At Genecis, the waste goes through a two-step fermentation. First, it is exposed to a bacterial culture, which eats the waste and converts it into carbons. Then, a second bacterial culture consumes the carbons and turns them into PHAs, which can be molded into bio-plastics suitable for food packaging and medical sutures. For Yu, there are many advantages to using organic garbage as a raw material. Chief among them is this: Your suppliers actually pay you to take the product off their hands. “Right now, we’re accepting the materials at a low cost,” says Yu. “But once we scale up and move beyond the experimental phase, we will charge our suppliers a whole lot more.”

 

Such shrewd business calculations are also essential to the work of Jodie Morgan, CEO of GreenMantra, a startup based in Brantford, Ontario. Unlike Pyrowave and Genecis, GreenMantra doesn’t make plastic. Rather, it makes an industrial additive to be used by producers of roof shingles and packaging. But the raw material is plastic waste, which the company processes in an unusual way. While most plastic recyclers break down the long molecular chains — or polymers — into individual molecules, GreenMantra only goes half as far: using a proprietary chemical formula, the company cuts the polymer chains into shorter molecular clusters. (Imagine breaking a Lego tower into individual blocks. Now imagine breaking a Lego tower into clumps of six or seven blocks — that’s what GreenMantra does.) The resulting substance is a hard wax, which the company calls ceranovus.

What does it do? Morgan compares ceranovus to yeast, which, when added — even in tiny amounts — to dough can make all the difference between a dry slab of matzah and a rich loaf of bread. Similarly, a handful of ceranovus pellets can strengthen industrial processes, enabling roof-shingle manufacturers, for instance, to make a high-grade (i.e. durable, climate resistant) product out of relatively cheap materials.

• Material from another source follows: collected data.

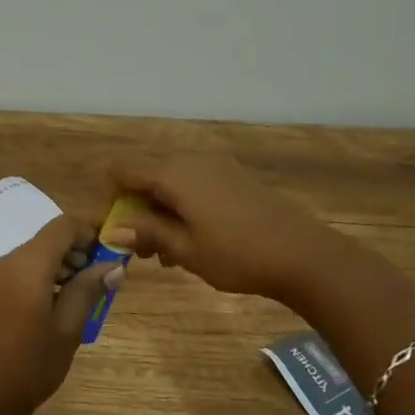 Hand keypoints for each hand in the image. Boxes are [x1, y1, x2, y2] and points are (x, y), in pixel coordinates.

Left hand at [0, 215, 121, 414]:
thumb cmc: (32, 364)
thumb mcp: (68, 327)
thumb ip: (89, 289)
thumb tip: (114, 265)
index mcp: (28, 265)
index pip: (63, 226)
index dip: (90, 231)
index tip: (113, 252)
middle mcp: (8, 261)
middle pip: (49, 239)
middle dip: (79, 250)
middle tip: (103, 278)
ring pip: (36, 254)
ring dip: (63, 264)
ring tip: (85, 294)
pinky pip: (23, 271)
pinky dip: (45, 276)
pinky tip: (59, 304)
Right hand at [109, 154, 354, 305]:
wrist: (303, 254)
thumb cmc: (237, 255)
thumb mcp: (185, 250)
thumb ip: (146, 233)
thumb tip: (112, 229)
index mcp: (173, 173)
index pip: (123, 168)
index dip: (111, 196)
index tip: (117, 229)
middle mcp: (191, 160)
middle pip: (146, 171)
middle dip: (135, 206)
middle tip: (141, 247)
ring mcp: (215, 166)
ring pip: (170, 180)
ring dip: (158, 209)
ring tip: (165, 252)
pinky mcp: (233, 177)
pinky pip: (193, 183)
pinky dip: (181, 205)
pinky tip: (191, 240) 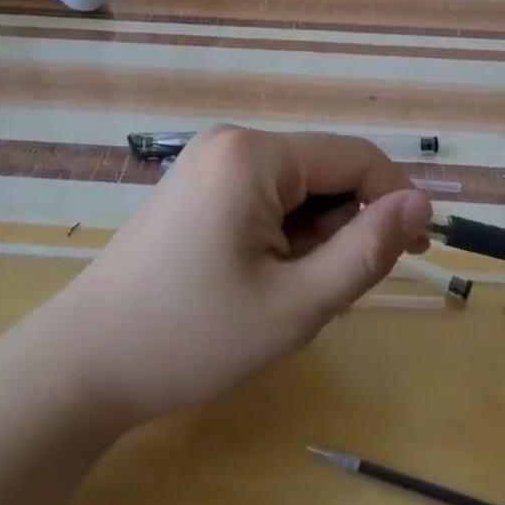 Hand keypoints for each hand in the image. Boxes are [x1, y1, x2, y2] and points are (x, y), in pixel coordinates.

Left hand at [41, 127, 432, 424]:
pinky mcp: (197, 185)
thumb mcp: (295, 305)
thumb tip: (420, 204)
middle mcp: (231, 142)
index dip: (396, 199)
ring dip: (314, 236)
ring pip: (298, 188)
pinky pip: (266, 196)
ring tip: (289, 294)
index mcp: (254, 156)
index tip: (419, 250)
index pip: (355, 157)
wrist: (84, 363)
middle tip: (332, 293)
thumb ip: (366, 250)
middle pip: (324, 171)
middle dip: (345, 226)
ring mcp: (209, 161)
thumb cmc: (191, 338)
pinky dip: (283, 235)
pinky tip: (262, 279) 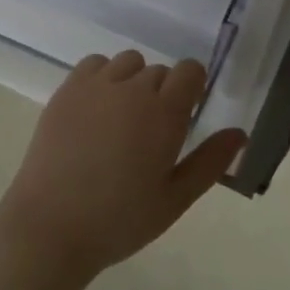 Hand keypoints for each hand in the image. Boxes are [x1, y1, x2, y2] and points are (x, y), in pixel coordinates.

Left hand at [0, 52, 247, 289]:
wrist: (50, 227)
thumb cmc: (120, 220)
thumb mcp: (175, 198)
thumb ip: (210, 161)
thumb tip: (239, 132)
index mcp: (165, 113)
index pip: (190, 71)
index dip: (193, 89)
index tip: (185, 118)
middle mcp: (132, 88)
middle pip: (160, 71)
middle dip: (163, 94)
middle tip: (151, 135)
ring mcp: (95, 86)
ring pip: (128, 62)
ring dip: (133, 82)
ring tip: (122, 121)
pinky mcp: (66, 91)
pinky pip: (94, 64)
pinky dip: (103, 77)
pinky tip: (97, 111) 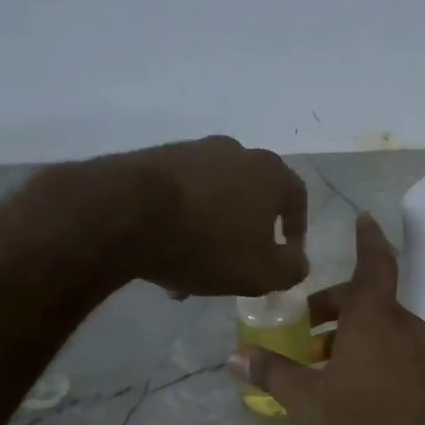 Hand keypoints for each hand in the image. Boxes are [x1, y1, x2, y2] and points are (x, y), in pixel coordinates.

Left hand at [94, 137, 308, 297]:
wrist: (127, 213)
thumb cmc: (207, 243)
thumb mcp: (261, 272)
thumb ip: (290, 269)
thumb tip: (297, 261)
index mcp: (269, 172)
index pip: (296, 198)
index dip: (296, 230)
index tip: (287, 256)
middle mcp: (235, 152)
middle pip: (250, 199)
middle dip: (246, 237)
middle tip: (236, 269)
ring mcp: (192, 152)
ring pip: (213, 200)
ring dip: (209, 234)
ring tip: (192, 273)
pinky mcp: (155, 159)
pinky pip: (180, 197)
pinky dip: (180, 224)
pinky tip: (164, 255)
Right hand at [230, 213, 424, 424]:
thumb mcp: (307, 405)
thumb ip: (273, 373)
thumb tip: (233, 354)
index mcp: (376, 322)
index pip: (374, 265)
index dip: (367, 240)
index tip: (362, 218)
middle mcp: (407, 329)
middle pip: (371, 301)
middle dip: (336, 308)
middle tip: (305, 330)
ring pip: (385, 330)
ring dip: (354, 336)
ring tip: (323, 366)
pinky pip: (400, 353)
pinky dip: (375, 355)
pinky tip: (354, 388) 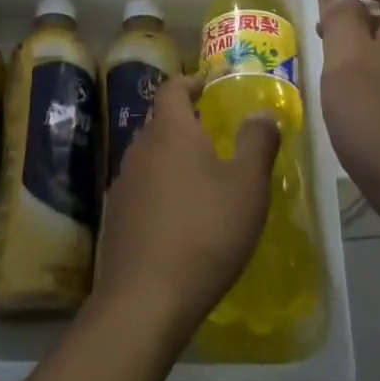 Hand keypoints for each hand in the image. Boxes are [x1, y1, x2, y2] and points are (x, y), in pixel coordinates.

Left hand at [93, 75, 277, 345]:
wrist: (146, 298)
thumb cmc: (205, 232)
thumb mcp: (248, 186)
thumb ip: (258, 142)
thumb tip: (262, 112)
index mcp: (171, 131)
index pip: (174, 88)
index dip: (192, 81)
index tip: (211, 85)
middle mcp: (140, 149)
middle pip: (161, 122)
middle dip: (187, 122)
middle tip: (218, 133)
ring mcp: (124, 184)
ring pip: (152, 156)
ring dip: (175, 157)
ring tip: (204, 176)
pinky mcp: (117, 217)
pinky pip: (144, 187)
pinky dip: (163, 188)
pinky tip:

Morgan is most excited about the implications for plastics. Today, it’s common for major companies — Unilever, Coke, Colgate — to commit to using some recycled plastic in their packaging. The problem, however, is that post-use plastic isn’t all that great: it doesn’t flow easily into molds, and it often emerges weak or misshapen. But a small addition of ceranovus can make recycled plastics perform like they’re new. “There’s a multiplier effect at work,” says Morgan. “If you add, say, 2 or 3 percent of our product into your formula, you can then incorporate 25 percent more post-use plastic. This means that a lot more plastic will be taken out of oceans and landfill.”

Finding resource in waste

Doucet, of Pyrowave, imagines a future in which our plastic-recycling infrastructure is every bit as sophisticated as our petrochemical industries. This development would be a striking departure from the status quo, but it’s not difficult to imagine. In fact, the two industries aren’t so different.

“What is a barrel of crude oil?” Doucet asks. “It’s basically a mixture of carbon, hydrogen and heavy metals that comes out of the ground.” In short, it is a sludgy compound that is of little use to anybody until it’s distilled into its constituent parts — propane, gasoline, jet fuel, asphalt and also the olefins from which polymers are made. In this respect, it’s a lot like a bale of discarded plastic — an unsightly, foul-smelling amalgam of materials that can be garbage, yes, but also a valuable commodity once you extract the riches contained within it. “From a messy mixture, you can make a market-compatible product,” says Doucet. “Plastic waste is the new crude oil.”